BEGIN DATA

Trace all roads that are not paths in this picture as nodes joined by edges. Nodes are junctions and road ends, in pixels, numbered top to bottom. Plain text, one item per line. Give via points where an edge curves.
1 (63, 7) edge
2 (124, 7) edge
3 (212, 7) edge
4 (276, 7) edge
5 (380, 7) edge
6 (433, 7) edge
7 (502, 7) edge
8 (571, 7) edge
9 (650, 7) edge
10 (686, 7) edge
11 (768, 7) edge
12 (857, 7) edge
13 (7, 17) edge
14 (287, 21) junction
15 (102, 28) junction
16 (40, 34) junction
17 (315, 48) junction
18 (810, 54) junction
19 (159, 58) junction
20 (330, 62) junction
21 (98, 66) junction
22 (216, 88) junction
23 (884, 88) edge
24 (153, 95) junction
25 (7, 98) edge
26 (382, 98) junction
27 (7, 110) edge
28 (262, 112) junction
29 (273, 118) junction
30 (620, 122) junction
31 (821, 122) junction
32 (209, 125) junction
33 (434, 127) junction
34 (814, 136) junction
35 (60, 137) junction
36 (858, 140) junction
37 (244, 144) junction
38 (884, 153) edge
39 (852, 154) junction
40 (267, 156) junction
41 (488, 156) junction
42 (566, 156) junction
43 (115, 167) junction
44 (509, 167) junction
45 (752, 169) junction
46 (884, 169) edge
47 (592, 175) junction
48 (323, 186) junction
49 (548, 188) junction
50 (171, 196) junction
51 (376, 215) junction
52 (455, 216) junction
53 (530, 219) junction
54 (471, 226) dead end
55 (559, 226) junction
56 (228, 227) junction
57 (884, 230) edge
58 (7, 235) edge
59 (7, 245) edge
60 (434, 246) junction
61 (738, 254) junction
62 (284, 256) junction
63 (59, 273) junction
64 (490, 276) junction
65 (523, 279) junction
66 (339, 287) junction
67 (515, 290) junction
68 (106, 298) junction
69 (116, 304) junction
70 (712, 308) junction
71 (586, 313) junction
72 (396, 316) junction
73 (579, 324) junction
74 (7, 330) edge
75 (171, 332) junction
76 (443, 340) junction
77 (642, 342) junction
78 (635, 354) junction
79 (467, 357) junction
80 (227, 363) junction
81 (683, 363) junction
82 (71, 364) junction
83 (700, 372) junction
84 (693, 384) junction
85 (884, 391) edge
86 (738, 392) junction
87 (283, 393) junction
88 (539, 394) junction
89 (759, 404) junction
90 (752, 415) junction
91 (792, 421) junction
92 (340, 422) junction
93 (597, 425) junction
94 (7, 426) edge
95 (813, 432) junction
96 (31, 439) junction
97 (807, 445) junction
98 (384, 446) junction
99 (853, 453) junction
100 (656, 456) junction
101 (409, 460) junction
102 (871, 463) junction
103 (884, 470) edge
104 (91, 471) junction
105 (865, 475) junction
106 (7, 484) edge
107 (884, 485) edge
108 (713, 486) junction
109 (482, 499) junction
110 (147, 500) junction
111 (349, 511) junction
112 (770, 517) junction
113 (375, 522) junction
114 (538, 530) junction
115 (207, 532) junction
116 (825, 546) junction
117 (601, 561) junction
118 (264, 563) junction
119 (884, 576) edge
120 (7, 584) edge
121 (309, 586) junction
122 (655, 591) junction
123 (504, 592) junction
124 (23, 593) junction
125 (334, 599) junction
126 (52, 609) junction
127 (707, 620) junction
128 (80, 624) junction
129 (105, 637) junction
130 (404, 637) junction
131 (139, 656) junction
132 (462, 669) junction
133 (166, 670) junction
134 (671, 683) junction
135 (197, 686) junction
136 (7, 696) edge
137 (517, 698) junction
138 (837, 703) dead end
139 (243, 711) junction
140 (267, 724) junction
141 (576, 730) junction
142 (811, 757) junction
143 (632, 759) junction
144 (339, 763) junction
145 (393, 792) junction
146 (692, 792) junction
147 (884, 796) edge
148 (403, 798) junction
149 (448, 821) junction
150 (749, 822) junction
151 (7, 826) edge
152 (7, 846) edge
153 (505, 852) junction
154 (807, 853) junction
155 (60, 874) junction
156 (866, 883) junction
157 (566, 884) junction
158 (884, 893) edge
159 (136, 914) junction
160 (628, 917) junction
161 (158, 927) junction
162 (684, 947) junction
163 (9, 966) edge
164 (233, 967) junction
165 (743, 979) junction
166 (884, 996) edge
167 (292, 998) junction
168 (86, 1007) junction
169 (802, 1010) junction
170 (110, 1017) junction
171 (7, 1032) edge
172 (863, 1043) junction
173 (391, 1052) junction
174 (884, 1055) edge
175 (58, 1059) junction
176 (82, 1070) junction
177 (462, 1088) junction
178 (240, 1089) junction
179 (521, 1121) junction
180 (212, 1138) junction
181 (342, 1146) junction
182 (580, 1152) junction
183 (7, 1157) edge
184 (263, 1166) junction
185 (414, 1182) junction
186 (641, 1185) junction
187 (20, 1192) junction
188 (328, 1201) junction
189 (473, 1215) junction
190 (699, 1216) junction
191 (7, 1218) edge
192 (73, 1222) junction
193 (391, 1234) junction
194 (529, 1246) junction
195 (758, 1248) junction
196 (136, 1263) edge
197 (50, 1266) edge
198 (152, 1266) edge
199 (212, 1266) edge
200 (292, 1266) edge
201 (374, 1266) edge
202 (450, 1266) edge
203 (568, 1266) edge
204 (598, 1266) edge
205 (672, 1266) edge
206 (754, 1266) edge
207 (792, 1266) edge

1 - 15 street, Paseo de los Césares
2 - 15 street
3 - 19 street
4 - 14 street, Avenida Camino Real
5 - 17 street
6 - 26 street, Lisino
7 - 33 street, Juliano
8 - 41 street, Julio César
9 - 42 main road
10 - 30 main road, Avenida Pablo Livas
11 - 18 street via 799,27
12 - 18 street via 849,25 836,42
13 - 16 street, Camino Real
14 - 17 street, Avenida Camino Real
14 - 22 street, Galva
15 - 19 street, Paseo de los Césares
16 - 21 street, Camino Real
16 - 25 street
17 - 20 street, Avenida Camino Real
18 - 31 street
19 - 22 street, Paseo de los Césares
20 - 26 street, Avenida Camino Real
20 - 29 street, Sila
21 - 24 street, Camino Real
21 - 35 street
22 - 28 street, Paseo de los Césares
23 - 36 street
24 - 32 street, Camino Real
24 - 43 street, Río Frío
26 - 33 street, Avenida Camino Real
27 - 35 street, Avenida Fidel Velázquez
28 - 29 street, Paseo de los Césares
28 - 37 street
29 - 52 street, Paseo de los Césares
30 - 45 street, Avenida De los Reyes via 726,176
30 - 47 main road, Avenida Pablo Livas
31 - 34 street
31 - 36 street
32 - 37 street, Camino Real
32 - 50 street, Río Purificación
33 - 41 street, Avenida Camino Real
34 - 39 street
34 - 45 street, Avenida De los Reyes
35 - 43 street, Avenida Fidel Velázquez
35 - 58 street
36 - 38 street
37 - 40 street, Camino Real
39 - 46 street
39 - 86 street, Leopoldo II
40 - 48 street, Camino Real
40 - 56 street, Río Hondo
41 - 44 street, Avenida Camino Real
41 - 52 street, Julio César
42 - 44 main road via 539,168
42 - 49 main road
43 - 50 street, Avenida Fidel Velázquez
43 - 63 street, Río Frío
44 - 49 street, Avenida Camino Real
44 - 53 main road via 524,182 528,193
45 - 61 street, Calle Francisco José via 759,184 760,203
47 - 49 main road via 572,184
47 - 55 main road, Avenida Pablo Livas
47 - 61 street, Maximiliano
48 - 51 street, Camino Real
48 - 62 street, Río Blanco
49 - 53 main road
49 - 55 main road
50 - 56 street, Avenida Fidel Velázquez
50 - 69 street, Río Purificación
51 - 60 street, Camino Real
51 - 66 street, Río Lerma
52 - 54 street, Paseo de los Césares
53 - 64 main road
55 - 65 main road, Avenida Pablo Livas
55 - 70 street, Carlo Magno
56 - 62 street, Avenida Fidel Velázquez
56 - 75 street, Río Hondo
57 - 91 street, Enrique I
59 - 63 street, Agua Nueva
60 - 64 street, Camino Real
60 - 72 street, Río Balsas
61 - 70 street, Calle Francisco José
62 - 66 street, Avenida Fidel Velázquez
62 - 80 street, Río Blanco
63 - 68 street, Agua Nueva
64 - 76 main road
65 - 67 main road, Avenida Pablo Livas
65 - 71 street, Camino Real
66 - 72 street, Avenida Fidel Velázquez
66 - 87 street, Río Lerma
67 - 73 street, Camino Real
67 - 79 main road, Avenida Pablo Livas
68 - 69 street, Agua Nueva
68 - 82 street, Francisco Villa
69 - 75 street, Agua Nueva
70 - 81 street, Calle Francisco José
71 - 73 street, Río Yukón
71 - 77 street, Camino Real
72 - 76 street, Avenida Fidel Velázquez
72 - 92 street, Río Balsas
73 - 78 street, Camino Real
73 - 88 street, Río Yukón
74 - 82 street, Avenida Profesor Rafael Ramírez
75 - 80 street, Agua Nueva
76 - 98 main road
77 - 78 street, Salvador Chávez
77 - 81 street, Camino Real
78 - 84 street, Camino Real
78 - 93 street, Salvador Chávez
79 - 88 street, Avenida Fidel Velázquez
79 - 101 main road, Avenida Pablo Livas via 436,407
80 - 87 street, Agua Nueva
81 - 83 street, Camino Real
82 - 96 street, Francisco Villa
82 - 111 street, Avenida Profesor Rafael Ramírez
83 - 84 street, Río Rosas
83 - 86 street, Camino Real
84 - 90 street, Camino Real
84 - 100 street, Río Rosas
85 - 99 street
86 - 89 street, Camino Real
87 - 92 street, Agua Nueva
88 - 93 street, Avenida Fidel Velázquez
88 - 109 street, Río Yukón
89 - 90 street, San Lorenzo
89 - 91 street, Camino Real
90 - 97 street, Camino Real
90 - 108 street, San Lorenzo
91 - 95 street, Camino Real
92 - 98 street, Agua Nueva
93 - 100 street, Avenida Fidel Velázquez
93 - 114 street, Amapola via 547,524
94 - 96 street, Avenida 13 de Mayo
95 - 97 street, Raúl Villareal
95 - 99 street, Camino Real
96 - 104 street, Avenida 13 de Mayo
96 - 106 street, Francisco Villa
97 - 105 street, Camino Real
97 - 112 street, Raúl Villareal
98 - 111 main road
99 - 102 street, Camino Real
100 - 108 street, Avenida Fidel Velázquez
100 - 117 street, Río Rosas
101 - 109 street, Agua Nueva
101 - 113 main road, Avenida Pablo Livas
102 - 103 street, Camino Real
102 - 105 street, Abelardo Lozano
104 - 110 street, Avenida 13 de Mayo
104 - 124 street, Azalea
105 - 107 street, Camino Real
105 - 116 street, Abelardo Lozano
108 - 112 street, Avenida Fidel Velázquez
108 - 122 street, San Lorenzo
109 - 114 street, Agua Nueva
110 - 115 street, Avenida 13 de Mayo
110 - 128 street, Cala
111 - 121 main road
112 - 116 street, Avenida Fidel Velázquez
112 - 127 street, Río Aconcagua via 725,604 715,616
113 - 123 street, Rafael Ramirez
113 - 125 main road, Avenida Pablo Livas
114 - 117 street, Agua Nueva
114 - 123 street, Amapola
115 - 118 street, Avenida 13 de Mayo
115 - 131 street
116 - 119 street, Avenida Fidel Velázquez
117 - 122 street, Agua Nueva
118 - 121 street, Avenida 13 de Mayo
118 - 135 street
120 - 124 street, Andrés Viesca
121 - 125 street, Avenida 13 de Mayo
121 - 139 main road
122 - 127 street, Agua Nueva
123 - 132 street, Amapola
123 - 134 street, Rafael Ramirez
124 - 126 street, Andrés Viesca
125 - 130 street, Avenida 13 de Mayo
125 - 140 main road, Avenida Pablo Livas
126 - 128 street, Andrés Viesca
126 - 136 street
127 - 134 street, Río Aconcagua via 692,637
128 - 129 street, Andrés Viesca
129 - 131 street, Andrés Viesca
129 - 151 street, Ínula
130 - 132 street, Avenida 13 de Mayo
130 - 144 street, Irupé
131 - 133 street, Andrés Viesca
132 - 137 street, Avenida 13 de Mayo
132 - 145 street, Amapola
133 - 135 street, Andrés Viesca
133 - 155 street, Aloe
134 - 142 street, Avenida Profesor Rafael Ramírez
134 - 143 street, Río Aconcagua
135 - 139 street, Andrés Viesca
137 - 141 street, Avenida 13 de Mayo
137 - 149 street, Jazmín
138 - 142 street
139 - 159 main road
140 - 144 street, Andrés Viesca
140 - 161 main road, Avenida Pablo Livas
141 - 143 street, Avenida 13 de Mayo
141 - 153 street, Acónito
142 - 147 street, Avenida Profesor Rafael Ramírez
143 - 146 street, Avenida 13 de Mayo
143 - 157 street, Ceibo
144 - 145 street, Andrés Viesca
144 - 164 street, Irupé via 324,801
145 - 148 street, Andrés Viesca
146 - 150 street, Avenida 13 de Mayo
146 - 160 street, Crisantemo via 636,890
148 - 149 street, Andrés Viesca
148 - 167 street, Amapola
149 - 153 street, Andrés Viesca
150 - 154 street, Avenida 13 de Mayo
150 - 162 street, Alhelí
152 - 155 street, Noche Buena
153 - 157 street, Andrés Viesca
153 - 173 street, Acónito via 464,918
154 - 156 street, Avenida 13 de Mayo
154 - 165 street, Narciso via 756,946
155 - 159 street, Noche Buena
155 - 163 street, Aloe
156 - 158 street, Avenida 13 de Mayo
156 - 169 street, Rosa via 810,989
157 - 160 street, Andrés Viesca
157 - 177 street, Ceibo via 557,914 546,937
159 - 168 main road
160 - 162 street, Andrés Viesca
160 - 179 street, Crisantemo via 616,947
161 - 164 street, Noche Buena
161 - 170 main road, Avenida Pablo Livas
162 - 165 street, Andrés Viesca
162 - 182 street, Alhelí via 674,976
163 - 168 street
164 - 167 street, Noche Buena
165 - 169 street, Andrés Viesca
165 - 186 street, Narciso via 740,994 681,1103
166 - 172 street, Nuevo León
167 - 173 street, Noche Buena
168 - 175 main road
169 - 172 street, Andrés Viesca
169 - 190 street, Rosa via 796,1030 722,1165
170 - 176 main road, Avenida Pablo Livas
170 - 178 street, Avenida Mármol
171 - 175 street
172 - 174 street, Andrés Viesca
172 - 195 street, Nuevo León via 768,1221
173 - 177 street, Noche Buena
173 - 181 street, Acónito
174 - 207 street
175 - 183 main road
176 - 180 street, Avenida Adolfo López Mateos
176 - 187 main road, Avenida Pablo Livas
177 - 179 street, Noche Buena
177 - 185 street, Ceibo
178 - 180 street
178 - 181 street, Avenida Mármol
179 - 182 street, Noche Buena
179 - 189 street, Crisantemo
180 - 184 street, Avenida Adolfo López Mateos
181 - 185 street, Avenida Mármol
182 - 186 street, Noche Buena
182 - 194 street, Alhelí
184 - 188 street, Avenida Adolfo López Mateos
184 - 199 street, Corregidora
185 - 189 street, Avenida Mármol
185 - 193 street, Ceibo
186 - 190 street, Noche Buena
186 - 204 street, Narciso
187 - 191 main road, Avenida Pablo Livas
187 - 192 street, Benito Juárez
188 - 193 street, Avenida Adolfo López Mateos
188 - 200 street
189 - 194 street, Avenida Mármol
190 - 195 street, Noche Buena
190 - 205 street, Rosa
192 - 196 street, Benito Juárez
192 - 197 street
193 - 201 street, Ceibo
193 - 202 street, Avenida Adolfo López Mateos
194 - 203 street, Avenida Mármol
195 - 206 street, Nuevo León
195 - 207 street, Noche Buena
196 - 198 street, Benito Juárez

END DATA

• WHAT IS BEING ASKED
The lines that contain the word "Francisco" are wanted; copy each of them from the records.

• ANSWER SPACE
45 - 61 street, Calle Francisco José via 759,184 760,203
61 - 70 street, Calle Francisco José
68 - 82 street, Francisco Villa
70 - 81 street, Calle Francisco José
82 - 96 street, Francisco Villa
96 - 106 street, Francisco Villa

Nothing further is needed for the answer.